(Dataset entries)
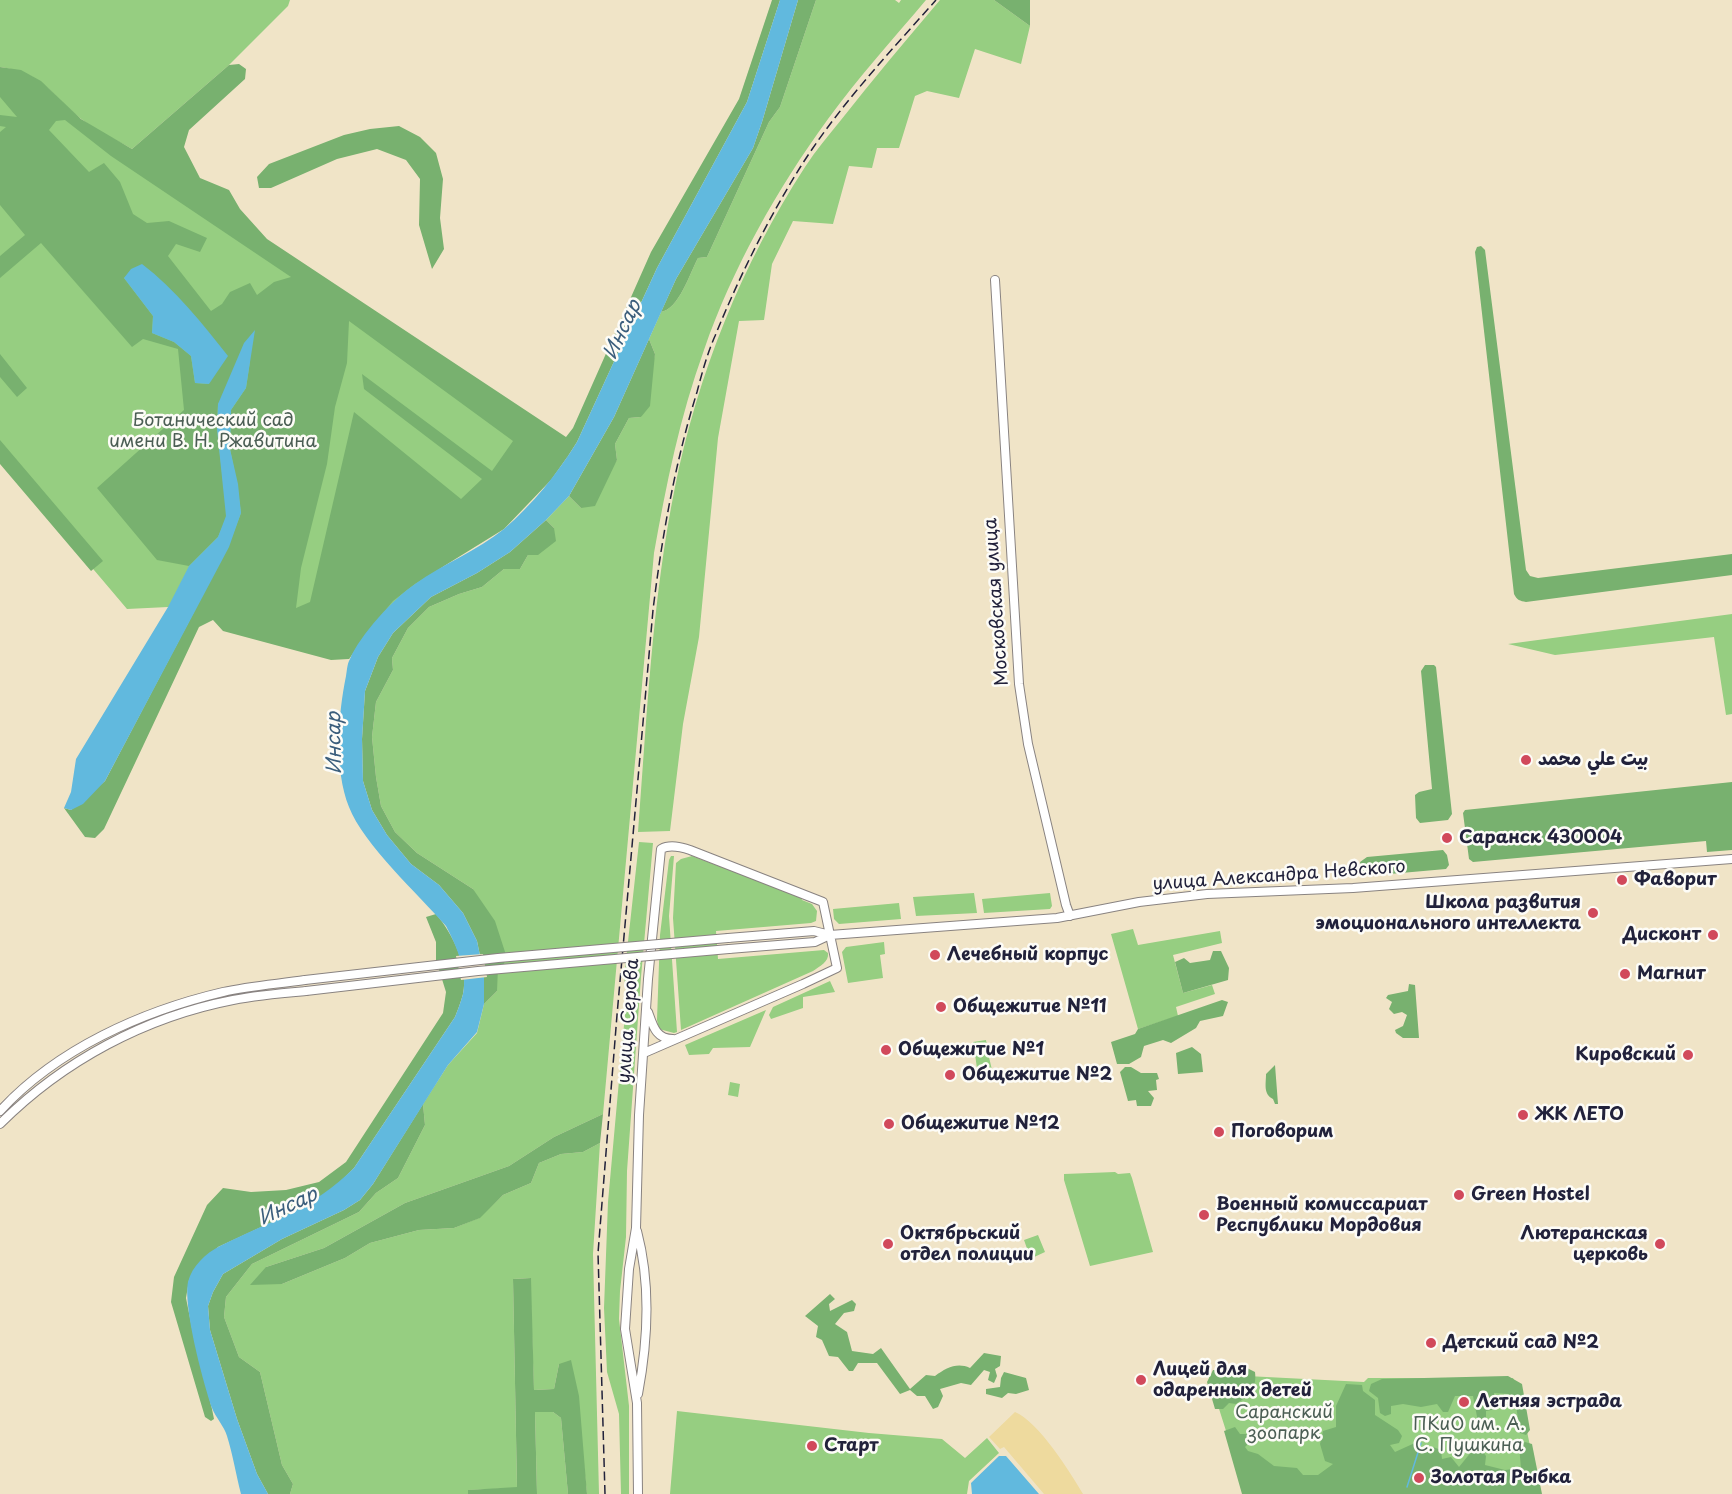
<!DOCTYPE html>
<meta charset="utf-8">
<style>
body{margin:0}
canvas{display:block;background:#f0e4c7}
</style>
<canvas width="1732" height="1494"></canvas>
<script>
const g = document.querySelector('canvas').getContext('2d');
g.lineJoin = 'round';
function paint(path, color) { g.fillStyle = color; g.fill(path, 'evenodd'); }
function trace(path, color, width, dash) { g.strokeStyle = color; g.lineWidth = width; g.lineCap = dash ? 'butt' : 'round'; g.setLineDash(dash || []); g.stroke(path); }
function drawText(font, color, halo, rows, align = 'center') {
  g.font = font + ' "Playpen Sans","Playpen Sans Arabic",sans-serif'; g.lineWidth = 5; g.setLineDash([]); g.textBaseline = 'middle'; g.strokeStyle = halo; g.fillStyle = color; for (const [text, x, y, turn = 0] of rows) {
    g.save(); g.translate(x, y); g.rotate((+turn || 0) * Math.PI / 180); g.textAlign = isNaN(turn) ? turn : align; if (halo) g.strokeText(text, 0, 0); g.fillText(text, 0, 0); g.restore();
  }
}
paint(new Path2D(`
 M0,0H290L288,6L229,65L132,149C115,139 95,130 80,118C49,93 44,73 0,67Z
 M816,0H895L899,3L901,0H926C893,39 858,78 828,119C777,189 732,269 704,350C680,416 666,485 654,553L603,1114L554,1137L509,1166L405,1203L324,1248L266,1267L282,1284L345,1258L370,1243L419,1230L454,1228L479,1218L503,1195L531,1183L539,1163L561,1154L583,1152L600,1143L593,1254L599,1494H587L583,1456L559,1364L554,1389L534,1390L530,1278L513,1279L517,1488L468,1490V1494H290L293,1484L282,1465L260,1372L239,1357L224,1317L226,1297L252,1264L359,1212L376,1193L398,1178L425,1125L423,1104L448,1065L477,1033L484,1004L497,991L473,889L417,853L395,832L381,806L376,777L372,737L376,702L393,670L392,658L408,628L429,607L459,594L482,587L504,569H520L528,555L554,528L546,520L569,496L581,508L617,460L615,444L629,418L641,417L655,354L649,339L661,312C679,309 690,273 698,258L707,257L769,122L780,107Z
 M940,0H994L1030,26L1021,64L975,49L959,98L927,91L915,96L899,148H877L872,168L849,166L833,224L793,221L772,264L764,320L739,321L718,438L699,637L683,724L670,831L638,832C647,717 652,600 675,487C698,373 742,264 805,167C816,150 829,135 841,120C873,79 907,39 940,0Z
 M0,70L568,456L366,634L349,659L209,615L168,607L127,609L0,459Z
 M1732,614V714L1726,715L1714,637L1555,655L1508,644Z
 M639,842L653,843L641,977L627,1171L626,1237L620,1291L619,1319L629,1406V1494H621L619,1414L607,1372L604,1308L608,1202L627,992L624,978Z
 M671,856H674L669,916L677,1032L674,1033L659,1029L657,1020L660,935L669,860Z
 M692,856L801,897L802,900L812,904L817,911L816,921L811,923L716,931L718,959L824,950L828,953C829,962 820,966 813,971L681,1030L673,918L676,863L681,859Z
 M974,893L977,913L916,916L913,897Z
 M1050,893L1052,906L1050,909L984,913L982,899Z
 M899,903L901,919L839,924L834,919L833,909Z
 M1133,929L1138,945L1220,931L1222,943L1173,955L1183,993L1212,985L1215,994L1176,1007L1178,1016L1138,1029L1111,934Z
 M884,942L885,954L880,955L883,978L848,983L842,952L846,947Z
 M830,981L835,992L803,997V1008L771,1019L769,1015L773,1007Z
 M766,1010L750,1047L713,1048L709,1054L689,1055L685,1045Z
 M986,1040L988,1052L974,1053L973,1042Z
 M988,1053L993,1074L978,1076L975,1054Z
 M730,1082L740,1084L738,1097L728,1095Z
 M1115,1172L1118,1174L1130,1173L1132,1178L1153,1252L1090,1266L1064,1180V1174Z
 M1038,1235L1045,1252L1032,1258L1030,1257L1024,1240Z
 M1208,1374L1364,1382L1368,1378H1513L1518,1388L1540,1494H1246Z
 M677,1411L869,1433L942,1439L965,1458L987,1438L999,1453L969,1481L967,1494H670Z
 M535,1412H553L561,1418L568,1494H537Z`), '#96ce81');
paint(new Path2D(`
 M772,0H780L747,102L657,268L577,442L568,456L551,480L504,529L415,584L393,601L366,634L349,659L331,660L223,631L213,620L199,627L104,829L95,838L85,837L64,808L71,810L105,781L228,547L241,513L237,484L230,449L231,410L246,388L250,361L218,404L217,429L227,516L218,537L189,566L157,560L97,488L184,410L178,349L143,339L132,347L41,243L0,278V256L25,235L0,205V132L6,127L0,126V115L17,117L0,97V67L21,70L41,81L81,119L132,149L229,65L239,64L246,69L245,79L189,130L184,147L200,178L229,190L240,209L267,239L566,437L573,428L651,252L739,99ZM65,120L111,156L291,277L274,282L257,295L250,283L230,292L222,304L211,311L168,256L176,244L200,252L207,238L169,221L147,223L133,214L120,182L104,163L89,172L49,130L56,121ZM141,265L151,272L182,303L209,384L195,383L191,356L174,342L152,333L153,316L124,278ZM349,321L513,441L492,471L362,374L364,389L482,479L461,499L354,412L310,602L296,608L301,568L327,464L335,407L347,363Z
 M798,0H816L780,107L769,122L707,257L698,258C690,273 679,309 661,312L676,279L753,148L762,122Z
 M994,0H1030V26Z
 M399,126L420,137L436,153L443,179L440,218L444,249L432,269L419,225L420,179L406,160L377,149L337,159L271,188H259L257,177L269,164L344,135L370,129Z
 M1481,246L1485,250L1526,570L1530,576L1538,578L1732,554V575L1526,602C1520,601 1517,600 1514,594L1475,252L1477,247Z
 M649,339L655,354L650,406L641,417L629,418L615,444L617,460L595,506L581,508L569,496L614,417Z
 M0,354L27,388L17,397L0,377Z
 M0,440L103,561L91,571L0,464Z
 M546,520L554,528L556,541L538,555H528L520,569H504L482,587L459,594L429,607L408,628L392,658L393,670L376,702L372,737L376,777L381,806L395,832L417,853L473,889L495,921L506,955L504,964L498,968L497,991L484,1004V975L477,941L463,913L439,885L411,864L387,835L372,810L363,781L362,739L365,691L378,657L393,633L431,597L477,573L510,552Z
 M1425,665H1434L1436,667L1452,814L1448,820L1420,823L1416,818L1415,795L1419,792L1432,789L1421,671Z
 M1732,782V850L1707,852L1706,841L1473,862L1469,859L1463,813L1465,810Z
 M1443,850L1447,855L1449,865L1446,869L1367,876L1362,871L1360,862L1367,857Z
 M436,914C453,934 469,967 463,994C461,1002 458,1009 455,1017L354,1168L337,1185L309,1205L218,1247L189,1280L186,1298L194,1338L212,1409L214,1419L211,1421L205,1417L171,1302L174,1277L207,1205L223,1188L251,1192L286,1190L319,1182L346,1162L443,1013L446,992L436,960V942L426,917Z
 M1213,951H1221L1229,968L1228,980L1183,993L1175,962L1184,958L1190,963L1210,960Z
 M1409,984L1415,985L1419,1038H1403L1396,1033L1395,1030L1403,1026L1407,1015L1402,1012L1394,1014L1389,1009L1392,1002L1386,998L1388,995L1408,991Z
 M1222,1000L1228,1002L1223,1016L1200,1021L1196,1028L1171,1043L1163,1040L1144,1046L1141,1057L1129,1064H1117L1111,1042L1135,1034L1138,1029Z
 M1192,1047L1201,1054L1203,1072L1178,1074L1176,1053Z
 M1275,1065L1278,1104H1275L1273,1099C1263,1094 1266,1084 1266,1074Z
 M1125,1067H1131L1141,1073H1157L1159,1079L1156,1080L1157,1090L1148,1091L1154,1098L1151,1106H1137L1136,1100L1128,1101L1120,1072Z
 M423,1104L425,1125L398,1178L376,1193L359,1212L252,1264L226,1297L224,1317L239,1357L260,1372L282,1465L293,1484L290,1494H268L257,1474L237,1419L210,1330L208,1306L213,1292L223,1274L282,1239L344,1210L360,1200L373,1184Z
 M603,1114L600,1143L583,1152L561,1154L539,1163L531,1183L503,1195L480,1218L454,1228L419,1230L370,1243L345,1258L282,1284L250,1285L266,1267L324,1248L405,1203L509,1166L554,1137Z
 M531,1278L534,1390L554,1389L559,1364L571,1360L579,1396L587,1494H568L561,1418L553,1412H535L537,1494H468V1490L517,1487L513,1279Z
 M830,1294L835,1299L829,1304L830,1311L852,1300L856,1304L854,1311L844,1313L835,1324L847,1332L852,1351L873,1354L881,1348L910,1389L926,1375L935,1376C946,1368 957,1362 970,1368L984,1353L1001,1356L1000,1366L995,1369L997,1376L994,1383L988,1380L990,1372L984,1370L971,1385L961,1383L940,1389L943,1396L938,1407L933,1409L925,1396H917L910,1390L900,1394L877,1363H858L853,1371H849L838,1357L829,1356L822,1340L816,1337L818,1326L805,1316Z
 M1247,1368L1255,1372C1257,1388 1250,1395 1236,1404L1229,1403L1223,1409H1215L1207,1382L1213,1370L1240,1371Z
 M1004,1372L1026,1378L1029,1390L1016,1394L1008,1393L1002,1398L986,1394V1389L1000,1387L1001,1378Z
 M1508,1376L1522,1384L1530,1430L1526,1435L1520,1433L1516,1405L1509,1394L1494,1393L1496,1409L1486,1411V1425L1479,1427L1473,1396H1455L1448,1412H1443L1437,1404L1421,1407L1403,1404L1391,1406V1414L1385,1416L1380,1413L1378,1398L1369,1391L1371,1384L1382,1379Z
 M1346,1384L1362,1385L1363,1391L1375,1400V1415L1398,1430L1402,1436L1399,1443L1390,1445L1395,1452L1417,1442L1423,1450L1433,1447L1441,1450L1442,1459L1451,1457L1459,1467L1472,1451L1481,1449L1486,1456L1485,1465L1505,1470L1521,1468L1519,1446L1525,1442L1532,1444L1542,1494H1242L1224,1431L1235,1427L1240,1434H1250L1253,1439L1245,1447L1248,1451L1258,1454L1274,1466L1297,1468L1303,1475H1318L1333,1464L1325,1461L1320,1444L1323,1431L1336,1427V1406Z`), '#78b16f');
paint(new Path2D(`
 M1015,1412C1039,1422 1070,1472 1083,1494H1044L1004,1447L1000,1449L989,1437Z`), '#eeda9e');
paint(new Path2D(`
 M780,0H798L762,122L753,148L676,279L614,417L569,496L546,520L510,552L477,573L431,597L393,633L378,657L365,691L362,739L363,781L372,810L387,835L411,864L439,885L463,913L477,941L484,975V1004L477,1032L448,1065L373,1184L360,1200L344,1210L282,1239L223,1274L213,1292L208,1306L210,1330L237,1419L257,1474L268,1494H241C236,1475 233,1455 227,1436C224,1426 216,1418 212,1408C203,1382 183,1307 188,1282C192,1266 206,1253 220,1246C270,1221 313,1209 354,1168L455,1017C458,1009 461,1002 463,994C468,972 456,945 446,926C419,895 363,844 349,807C334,769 338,715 346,676C347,671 347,664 350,659C360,635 394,598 415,584C443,564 477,551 504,529C533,504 557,474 577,442L657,268L747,102Z
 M142,264C175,289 203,324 228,356L209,384L195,383L191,356L174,342L152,333L153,316L124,278L131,269Z
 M255,330L246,388L231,410L230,449L238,484L241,513L229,547L105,781L83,804L71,810L64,808L71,792L76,759L168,607L189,566L218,537L226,516L217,429L218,404L244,343Z
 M999,1456H1006L1039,1494H972L971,1483Z`), '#61b9de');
paint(new Path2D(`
 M483,954L487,977L461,980L456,956Z`), '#f0e4c7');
trace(new Path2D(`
 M1407,1487L1421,1443`), '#61b9de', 1.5);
const secondary = new Path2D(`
 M995,280L1019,684L1028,744L1066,905L1070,916
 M728,938L814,931L830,935L1057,918L1139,902L1207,894L1353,888L1732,859
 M729,949L815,942L830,935
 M648,1012C653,1026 656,1039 673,1039
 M0,1111C57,1049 142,1011 223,992C250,986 278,984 305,980
 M0,1124C63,1061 145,1017 233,1000C257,995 282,993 306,991
 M637,1231C651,1284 648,1341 638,1394
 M638,1494L637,1403L625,1329L629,1269L636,1228L639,1115L648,979L661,849C670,844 681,847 690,850L823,902L837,968L803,984L644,1053`);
trace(secondary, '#898381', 10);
trace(secondary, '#fff', 8);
trace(new Path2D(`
 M605,1494L598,1253L617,1015L653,610C662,536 675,463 697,392C702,373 707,354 715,336C739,277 768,219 801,166C839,106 889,53 936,0`), '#22223b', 1.5, [9, 4.5]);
const secondaryBridge = new Path2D(`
 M305,980L498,958L728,938
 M306,991L478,971L729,949`);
trace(secondaryBridge, '#898381', 10, []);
trace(secondaryBridge, '#fff', 8);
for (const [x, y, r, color] of [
 [1526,760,6,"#d1495b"],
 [1447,838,6,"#d1495b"],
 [1622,880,6,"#d1495b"],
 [1593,913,6,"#d1495b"],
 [1713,935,6,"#d1495b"],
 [935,955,6,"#d1495b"],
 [1625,974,6,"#d1495b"],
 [941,1007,6,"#d1495b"],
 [886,1050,6,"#d1495b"],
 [1688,1055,6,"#d1495b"],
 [950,1075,6,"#d1495b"],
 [1523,1115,6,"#d1495b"],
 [889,1124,6,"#d1495b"],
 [1219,1132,6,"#d1495b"],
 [1459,1195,6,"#d1495b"],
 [1204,1215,6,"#d1495b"],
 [888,1244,6,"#d1495b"],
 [1660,1244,6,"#d1495b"],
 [1431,1343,6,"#d1495b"],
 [1141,1380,6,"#d1495b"],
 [1464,1402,6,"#d1495b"],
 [812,1446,6,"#d1495b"],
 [1419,1478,6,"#d1495b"]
]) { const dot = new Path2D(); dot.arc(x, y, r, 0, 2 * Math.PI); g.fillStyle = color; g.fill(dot); trace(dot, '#fdfcf7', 2); }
drawText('18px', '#4b5e54', '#fdfcf7', [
 ["Ботанический сад",213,421],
 ["имени В. Н. Ржавитина",213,442],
 ["Саранский",1284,1413],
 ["зоопарк",1284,1434],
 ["ПКиО им. А.",1469,1425],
 ["С. Пушкина",1469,1446]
]);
drawText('18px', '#22223b', '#fdfcf7', [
 ["Московская улица",997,602,-94],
 ["улица Александра Невского",1279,876,-4],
 ["улица Серова",629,1021,-86]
]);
drawText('bold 18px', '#22223b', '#fdfcf7', [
 ["بيت علي محمد",1538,760],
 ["Саранск 430004",1459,838],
 ["Фаворит",1634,880],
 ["Школа развития",1581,903,"right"],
 ["эмоционального интеллекта",1581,924,"right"],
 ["Дисконт",1701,935,"right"],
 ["Лечебный корпус",947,955],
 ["Магнит",1637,974],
 ["Общежитие №11",953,1007],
 ["Общежитие №1",898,1050],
 ["Кировский",1676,1055,"right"],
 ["Общежитие №2",962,1075],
 ["ЖК ЛЕТО",1535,1115],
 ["Общежитие №12",901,1124],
 ["Поговорим",1231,1132],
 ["Green Hostel",1471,1195],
 ["Военный комиссариат",1216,1205],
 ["Республики Мордовия",1216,1226],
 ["Октябрьский",900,1234],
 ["отдел полиции",900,1255],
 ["Лютеранская",1648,1234,"right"],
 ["церковь",1648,1255,"right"],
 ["Детский сад №2",1443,1343],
 ["Лицей для",1153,1370],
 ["одаренных детей",1153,1391],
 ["Летняя эстрада",1476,1402],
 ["Старт",824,1446],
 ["Золотая Рыбка",1431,1478]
], 'left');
drawText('italic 20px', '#3b5e7c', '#fdfcf7', [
 ["Инсар",623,330,-65],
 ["Инсар",335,743,-91],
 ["Инсар",288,1207,-25]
]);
</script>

* **YOUR INSTRUCTIONS**
Take each line above that holds the string "turn" and copy it.

* **OUTPUT FOR THIS EXERCISE**
  g.font = font + ' "Playpen Sans","Playpen Sans Arabic",sans-serif'; g.lineWidth = 5; g.setLineDash([]); g.textBaseline = 'middle'; g.strokeStyle = halo; g.fillStyle = color; for (const [text, x, y, turn = 0] of rows) {
    g.save(); g.translate(x, y); g.rotate((+turn || 0) * Math.PI / 180); g.textAlign = isNaN(turn) ? turn : align; if (halo) g.strokeText(text, 0, 0); g.fillText(text, 0, 0); g.restore();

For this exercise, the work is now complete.